Referring now to FIG. 4, a block diagram of a wireless communication unit, adapted in accordance with some example embodiments of the invention, is shown. In practice, purely for the purposes of explaining embodiments of the invention, the wireless communication unit is described in terms of a wireless base station 400, such as an Opt-in HNB 230, 232, 330, 332. The base station 400 contains an antenna 402, antenna array, or plurality of antennas for receiving and transmitting signals 421 coupled to an antenna switch or duplexer 404 that provides isolation between receive and transmit chains within the base station 400. One or more receiver chains, as known in the art, include receiver front-end circuitry 406 (effectively providing reception, filtering and intermediate or base-band frequency conversion). The receiver front-end circuitry 406 is coupled to a signal processor 428 (generally realized by a digital signal processor (DSP)). A skilled artisan will appreciate that the level of integration of receiver circuits or components may be, in some instances, implementation-dependent.

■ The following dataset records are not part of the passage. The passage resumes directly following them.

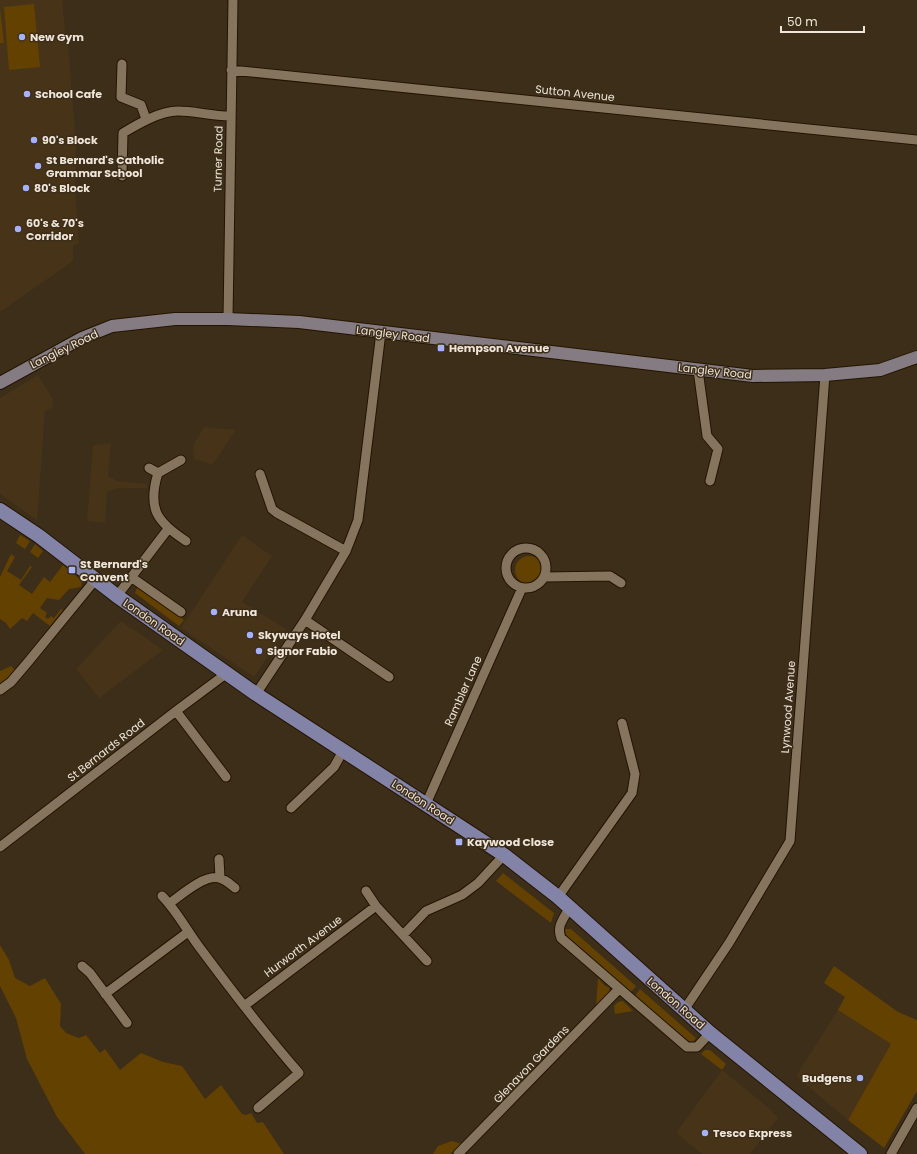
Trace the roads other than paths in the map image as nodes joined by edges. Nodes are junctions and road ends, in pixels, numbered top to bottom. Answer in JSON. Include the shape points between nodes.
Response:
{"nodes":[{"id":1,"x":232,"y":0,"type":"edge"},
{"id":2,"x":122,"y":64,"type":"dead end"},
{"id":3,"x":231,"y":70,"type":"junction"},
{"id":4,"x":230,"y":116,"type":"junction"},
{"id":5,"x":146,"y":119,"type":"junction"},
{"id":6,"x":917,"y":140,"type":"edge"},
{"id":7,"x":122,"y":176,"type":"dead end"},
{"id":8,"x":228,"y":319,"type":"junction"},
{"id":9,"x":381,"y":332,"type":"junction"},
{"id":10,"x":917,"y":357,"type":"edge"},
{"id":11,"x":698,"y":370,"type":"junction"},
{"id":12,"x":825,"y":375,"type":"junction"},
{"id":13,"x":0,"y":383,"type":"edge"},
{"id":14,"x":181,"y":460,"type":"dead end"},
{"id":15,"x":149,"y":468,"type":"dead end"},
{"id":16,"x":158,"y":473,"type":"junction"},
{"id":17,"x":260,"y":474,"type":"dead end"},
{"id":18,"x":710,"y":481,"type":"dead end"},
{"id":19,"x":0,"y":510,"type":"edge"},
{"id":20,"x":168,"y":529,"type":"junction"},
{"id":21,"x":186,"y":541,"type":"dead end"},
{"id":22,"x":346,"y":551,"type":"junction"},
{"id":23,"x":131,"y":577,"type":"junction"},
{"id":24,"x":544,"y":577,"type":"junction"},
{"id":25,"x":96,"y":579,"type":"junction"},
{"id":26,"x":621,"y":583,"type":"dead end"},
{"id":27,"x":522,"y":588,"type":"junction"},
{"id":28,"x":117,"y":596,"type":"junction"},
{"id":29,"x":181,"y":612,"type":"dead end"},
{"id":30,"x":305,"y":620,"type":"junction"},
{"id":31,"x":227,"y":673,"type":"junction"},
{"id":32,"x":389,"y":677,"type":"dead end"},
{"id":33,"x":0,"y":690,"type":"edge"},
{"id":34,"x":256,"y":694,"type":"junction"},
{"id":35,"x":176,"y":711,"type":"junction"},
{"id":36,"x":622,"y":723,"type":"dead end"},
{"id":37,"x":343,"y":751,"type":"junction"},
{"id":38,"x":226,"y":777,"type":"dead end"},
{"id":39,"x":426,"y":804,"type":"junction"},
{"id":40,"x":291,"y":808,"type":"dead end"},
{"id":41,"x":0,"y":847,"type":"edge"},
{"id":42,"x":504,"y":855,"type":"junction"},
{"id":43,"x":219,"y":859,"type":"dead end"},
{"id":44,"x":220,"y":878,"type":"junction"},
{"id":45,"x":235,"y":888,"type":"dead end"},
{"id":46,"x":366,"y":891,"type":"dead end"},
{"id":47,"x":162,"y":896,"type":"dead end"},
{"id":48,"x":558,"y":897,"type":"junction"},
{"id":49,"x":170,"y":903,"type":"junction"},
{"id":50,"x":376,"y":906,"type":"junction"},
{"id":51,"x":570,"y":907,"type":"junction"},
{"id":52,"x":188,"y":932,"type":"junction"},
{"id":53,"x":403,"y":934,"type":"junction"},
{"id":54,"x":427,"y":961,"type":"dead end"},
{"id":55,"x":82,"y":966,"type":"dead end"},
{"id":56,"x":619,"y":989,"type":"junction"},
{"id":57,"x":105,"y":994,"type":"junction"},
{"id":58,"x":244,"y":1006,"type":"junction"},
{"id":59,"x":684,"y":1010,"type":"junction"},
{"id":60,"x":127,"y":1023,"type":"dead end"},
{"id":61,"x":710,"y":1032,"type":"junction"},
{"id":62,"x":258,"y":1108,"type":"dead end"},
{"id":63,"x":917,"y":1108,"type":"edge"},
{"id":64,"x":458,"y":1154,"type":"edge"},
{"id":65,"x":860,"y":1154,"type":"edge"},
{"id":66,"x":891,"y":1154,"type":"edge"}],
"edges":[{"from":1,"to":3,"type":"street","name":"Turner Road"},
{"from":2,"to":5,"type":"street","via":[[121,97],[141,105]]},
{"from":3,"to":4,"type":"street","name":"Turner Road"},
{"from":3,"to":6,"type":"street","name":"Sutton Avenue"},
{"from":4,"to":5,"type":"street","via":[[177,111]]},
{"from":4,"to":8,"type":"street","name":"Turner Road"},
{"from":5,"to":7,"type":"street","via":[[123,133]]},
{"from":8,"to":9,"type":"street","name":"Langley Road","via":[[299,322]]},
{"from":8,"to":13,"type":"street","name":"Langley Road","via":[[175,319],[112,326],[82,338]]},
{"from":9,"to":11,"type":"street","name":"Langley Road"},
{"from":9,"to":22,"type":"street","via":[[358,520]]},
{"from":10,"to":12,"type":"street","name":"Langley Road","via":[[880,370]]},
{"from":11,"to":12,"type":"street","name":"Langley Road","via":[[753,376]]},
{"from":11,"to":18,"type":"street","via":[[707,436],[718,449]]},
{"from":12,"to":59,"type":"street","name":"Lynwood Avenue","via":[[790,842],[729,943]]},
{"from":14,"to":16,"type":"street"},
{"from":15,"to":16,"type":"street"},
{"from":16,"to":20,"type":"street","via":[[153,489],[154,508]]},
{"from":17,"to":22,"type":"street","via":[[276,514]]},
{"from":19,"to":25,"type":"main road","name":"London Road"},
{"from":20,"to":21,"type":"street"},
{"from":20,"to":23,"type":"street"},
{"from":22,"to":30,"type":"street"},
{"from":23,"to":28,"type":"street"},
{"from":23,"to":29,"type":"street"},
{"from":24,"to":26,"type":"street","via":[[610,576]]},
{"from":24,"to":27,"type":"street","via":[[532,587]]},
{"from":24,"to":27,"type":"street","via":[[546,564],[539,553],[527,548],[514,551],[506,569],[510,581]]},
{"from":25,"to":28,"type":"main road","name":"London Road"},
{"from":25,"to":33,"type":"street","via":[[11,682]]},
{"from":27,"to":39,"type":"street","name":"Rambler Lane"},
{"from":28,"to":31,"type":"main road","name":"London Road"},
{"from":30,"to":32,"type":"street"},
{"from":30,"to":34,"type":"street"},
{"from":31,"to":34,"type":"main road","name":"London Road"},
{"from":31,"to":35,"type":"street","name":"St Bernards Road"},
{"from":34,"to":37,"type":"main road","name":"London Road"},
{"from":35,"to":38,"type":"street"},
{"from":35,"to":41,"type":"street","name":"St Bernards Road"},
{"from":36,"to":48,"type":"street","via":[[635,774],[632,793]]},
{"from":37,"to":39,"type":"main road","name":"London Road"},
{"from":37,"to":40,"type":"street","via":[[334,767]]},
{"from":39,"to":42,"type":"main road","name":"London Road"},
{"from":42,"to":48,"type":"main road","name":"London Road"},
{"from":42,"to":53,"type":"street","via":[[478,884],[462,895],[426,911]]},
{"from":43,"to":44,"type":"street"},
{"from":44,"to":45,"type":"street"},
{"from":44,"to":49,"type":"street","via":[[213,877],[196,885]]},
{"from":46,"to":50,"type":"street"},
{"from":47,"to":49,"type":"street"},
{"from":48,"to":51,"type":"main road","name":"London Road"},
{"from":49,"to":52,"type":"street"},
{"from":50,"to":53,"type":"street"},
{"from":50,"to":58,"type":"street","name":"Hurworth Avenue"},
{"from":51,"to":56,"type":"street","via":[[560,924],[558,931],[561,938]]},
{"from":51,"to":59,"type":"main road","name":"London Road"},
{"from":52,"to":57,"type":"street"},
{"from":52,"to":58,"type":"street"},
{"from":53,"to":54,"type":"street"},
{"from":55,"to":57,"type":"street"},
{"from":56,"to":61,"type":"street","via":[[687,1047],[697,1046]]},
{"from":56,"to":64,"type":"street","name":"Glenavon Gardens"},
{"from":57,"to":60,"type":"street"},
{"from":58,"to":62,"type":"street","via":[[299,1073]]},
{"from":59,"to":61,"type":"main road","name":"London Road"},
{"from":61,"to":65,"type":"main road","name":"London Road"},
{"from":63,"to":66,"type":"street"}]}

The controller 414 maintains overall operational control of the base station 400. The controller 414 is also coupled to the receiver front-end circuitry 406 and the signal processor 428. In some examples, the controller 414 is also coupled to a buffer module 417 and a memory device 416 that selectively stores operating regimes, such as decoding/encoding functions, synchronization patterns, code sequences, and the like, as well as information related to UEs that it is communicating with. A timer 418 is operably coupled to the controller 414 to control the timing of operations (e.g. transmission or reception of time-dependent signals) within the base station 400.

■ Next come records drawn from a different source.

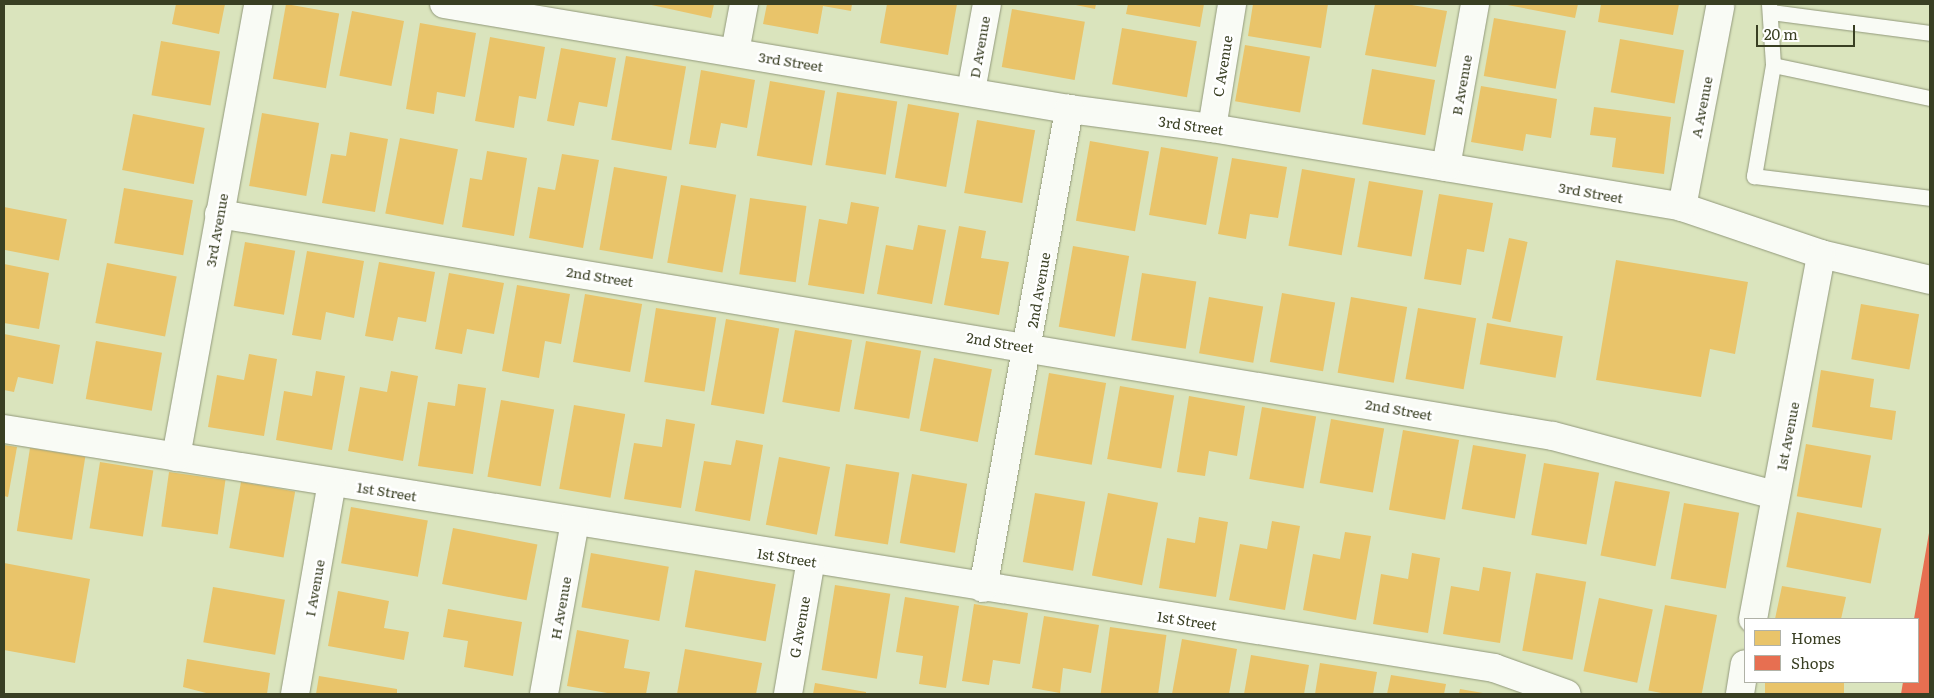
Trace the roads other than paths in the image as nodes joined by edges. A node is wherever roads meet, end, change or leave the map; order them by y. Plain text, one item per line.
1 (258, 4) edge
2 (444, 4) edge
3 (744, 4) edge
4 (987, 4) edge
5 (1232, 4) edge
6 (1475, 4) edge
7 (1720, 7) dead end
8 (499, 8) edge
9 (1770, 8) edge
10 (1930, 33) edge
11 (735, 52) junction
12 (1773, 65) junction
13 (971, 91) junction
14 (1930, 98) edge
15 (1069, 109) junction
16 (1212, 128) junction
17 (1446, 167) junction
18 (1930, 198) edge
19 (1682, 207) junction
20 (219, 214) junction
21 (1821, 254) junction
22 (1930, 280) edge
23 (1028, 346) junction
24 (4, 429) edge
25 (176, 457) junction
26 (332, 482) junction
27 (1775, 496) junction
28 (576, 522) junction
29 (811, 560) junction
30 (983, 588) junction
31 (1753, 618) edge
32 (1744, 670) edge
33 (295, 694) edge
34 (544, 694) edge
35 (788, 694) edge
36 (1567, 694) edge
37 (1740, 694) edge

1 - 20 street, 3rd Avenue
2 - 8 street, 3rd Street
3 - 11 street
4 - 13 street, D Avenue
5 - 16 street, C Avenue
6 - 17 street, B Avenue
7 - 19 street, A Avenue
8 - 11 street, 3rd Street
9 - 10 lane
9 - 12 lane
11 - 13 street, 3rd Street
12 - 14 lane
12 - 18 lane
13 - 15 street, 3rd Street
15 - 16 street, 3rd Street
15 - 23 street, 2nd Avenue
16 - 17 street, 3rd Street
17 - 19 street, 3rd Street
19 - 21 street, 3rd Street
20 - 23 street, 2nd Street
20 - 25 street, 3rd Avenue
21 - 22 street, 3rd Street
21 - 27 street, 1st Avenue
23 - 27 street, 2nd Street
23 - 30 street, 2nd Avenue
24 - 25 street, 1st Street
25 - 26 street, 1st Street
26 - 28 street, 1st Street
26 - 33 street, I Avenue
27 - 31 street, 1st Avenue
28 - 29 street, 1st Street
28 - 34 street, H Avenue
29 - 30 street, 1st Street
29 - 35 street, G Avenue
30 - 36 street, 1st Street
32 - 37 street

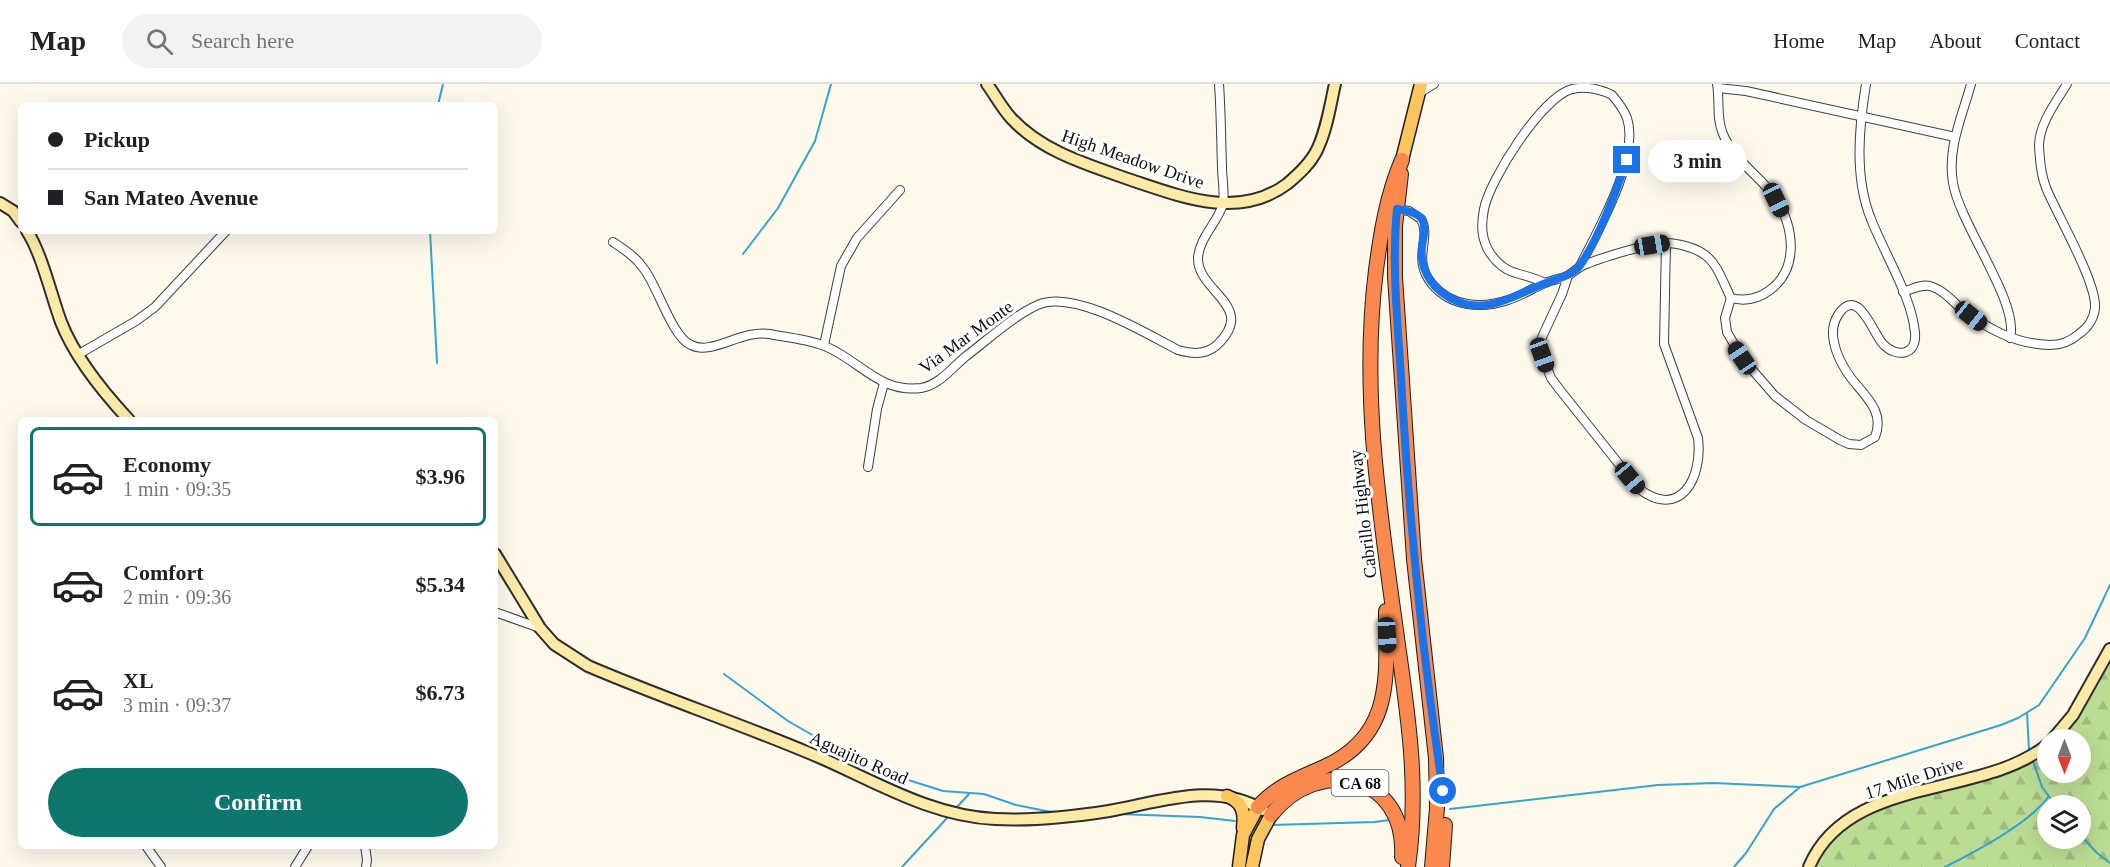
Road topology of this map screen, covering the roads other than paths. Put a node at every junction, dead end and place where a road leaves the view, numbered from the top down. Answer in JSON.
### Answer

As regards the transmit chain, this essentially includes an input module 420, coupled in series through transmitter/modulation circuitry 422 and a power amplifier 424 to the antenna 402, antenna array, or plurality of antennas. The transmitter/ modulation circuitry 422 and the power amplifier 424 are operationally responsive to the controller 414.

In accordance with examples of the invention, base station 400 is configured such that the transmitter and receiver circuits (often referred to as a transceiver) are configured to communicate with a plurality of mobile handsets, e.g. users of UEs 202, 204, 206 or UEs 302, 304, 306 from FIG. 3. In particular, the base station 400 is configured to broadcast at least one allocated PLMN ID that is associated with at least one service offered by at least one mobile network operator, wherein the at least one allocated PLMN ID is distinct from a mobile network operator’s normal PLMN ID. The at least one PLMN ID is assigned as an Equivalent PLMN (EPLMN) for Opted-ln mobile handsets only by a collection of entities in the Operator network, prior to the mobile handset(s) requesting access to the base station.

In accordance with examples of the invention, memory device 416, operably coupled to the signal processor 428, may be configured to store user-specific data relating to opt-in or opt-out services supported by the base station 400. In particular, the processor is configured to support provision of a range of services to the at least one mobile handset on an individual opt-in or opt-out basis based on the assigned EPLMN ID.

The signal processor 428 in the transmit chain may be implemented as distinct from the signal processor in the receive chain. Alternatively, a single processor may be used to implement a processing of both transmit and receive signals, as shown in FIG. 4. Clearly, the various components within the base station 400 can be realized in discrete or integrated component form, with an ultimate structure therefore being an application-specific or design selection.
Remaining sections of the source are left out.